NVIDIA’s Kepler GPU cores likely to be very powerful

NVIDIA is almost ready to respond to the market invasion of AMD’s Radeon HD 7970 with a solution of its own – the GeForce GTX 680 – based on the new Kepler architecture, which is expected in the next few weeks. Another sign of the close arrival of the Kepler GPUs are the price cuts that the current NVIDIA 3D king – the GeForce GTX 580 – has been getting lately.

In a bid to capture attention, demonstrate the power of the new Kepler architecture and surely win gamers’ hearts, NVIDIA showed off the power of the new GPU during a demo held at the Game Developer Conference (GDC).

The new GeForce Kepler power was used to drive one of the most demanding games ever – Epic’s Samaritan PC game, which previously took three GeForce GTX 580 video cards to show its full graphics glory.
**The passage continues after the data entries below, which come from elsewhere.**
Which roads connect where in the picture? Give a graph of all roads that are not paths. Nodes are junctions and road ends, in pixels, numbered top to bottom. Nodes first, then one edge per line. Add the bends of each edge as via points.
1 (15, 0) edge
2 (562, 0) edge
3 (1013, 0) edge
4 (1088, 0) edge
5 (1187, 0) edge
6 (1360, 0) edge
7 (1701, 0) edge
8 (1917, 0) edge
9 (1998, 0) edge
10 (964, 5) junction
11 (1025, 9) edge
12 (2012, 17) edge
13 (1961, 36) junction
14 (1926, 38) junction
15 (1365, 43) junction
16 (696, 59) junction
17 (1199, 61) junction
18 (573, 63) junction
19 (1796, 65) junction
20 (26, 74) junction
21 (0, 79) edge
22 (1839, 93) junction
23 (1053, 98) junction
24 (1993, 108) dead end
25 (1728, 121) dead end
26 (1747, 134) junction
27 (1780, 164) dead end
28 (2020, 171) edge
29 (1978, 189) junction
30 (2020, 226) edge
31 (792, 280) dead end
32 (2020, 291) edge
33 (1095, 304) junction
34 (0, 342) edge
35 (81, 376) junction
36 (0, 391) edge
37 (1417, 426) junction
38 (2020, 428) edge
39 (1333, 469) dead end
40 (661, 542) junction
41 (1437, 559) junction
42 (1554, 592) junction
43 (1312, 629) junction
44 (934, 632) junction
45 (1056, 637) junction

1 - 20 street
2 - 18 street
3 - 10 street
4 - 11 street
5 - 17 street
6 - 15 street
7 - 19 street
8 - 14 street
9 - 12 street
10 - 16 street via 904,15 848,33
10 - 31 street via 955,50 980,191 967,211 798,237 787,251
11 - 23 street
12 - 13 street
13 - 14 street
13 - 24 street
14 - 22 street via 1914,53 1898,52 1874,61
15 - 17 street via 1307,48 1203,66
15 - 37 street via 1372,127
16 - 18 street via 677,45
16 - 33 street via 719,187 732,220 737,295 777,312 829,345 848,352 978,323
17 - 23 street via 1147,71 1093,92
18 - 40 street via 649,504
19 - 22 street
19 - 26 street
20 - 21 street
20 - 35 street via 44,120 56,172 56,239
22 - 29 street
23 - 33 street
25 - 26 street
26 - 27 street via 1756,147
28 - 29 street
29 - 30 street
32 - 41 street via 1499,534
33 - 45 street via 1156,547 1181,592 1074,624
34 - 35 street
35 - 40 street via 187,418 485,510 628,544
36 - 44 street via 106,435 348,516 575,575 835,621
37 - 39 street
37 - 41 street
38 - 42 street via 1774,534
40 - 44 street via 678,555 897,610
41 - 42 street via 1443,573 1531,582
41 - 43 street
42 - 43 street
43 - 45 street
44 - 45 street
Guess what – this time NVIDIA needed just one Kepler video card to demonstrate the leading edge visuals of the Samaritan PC game.

NVIDIA Kepler GPU

You should be warned, however, that Kepler won’t be three times as powerful as the “old” GeForce GTX 580. During the demonstration NVIDIA used an optimized demo and the newly introduced FXAA technology, which stands for Fast Approximate Anti-Aliasing.

FXAA is a new shader-based anti-aliasing technique which is a far more optimised process, and indeed could mean that Samaritan might run on a single GTX 580 – maybe – or certainly just twin SLI cards as opposed to three.

Nevertheless, the Kepler GPU seems to be very powerful, so powerful that it may easily eclipse the AMD Radeon HD 7970 when it arrives later this month or sometime in April. Will it happen – we’ll know for sure when GeForce GTX 680 hits the market and of course gets benchmarked.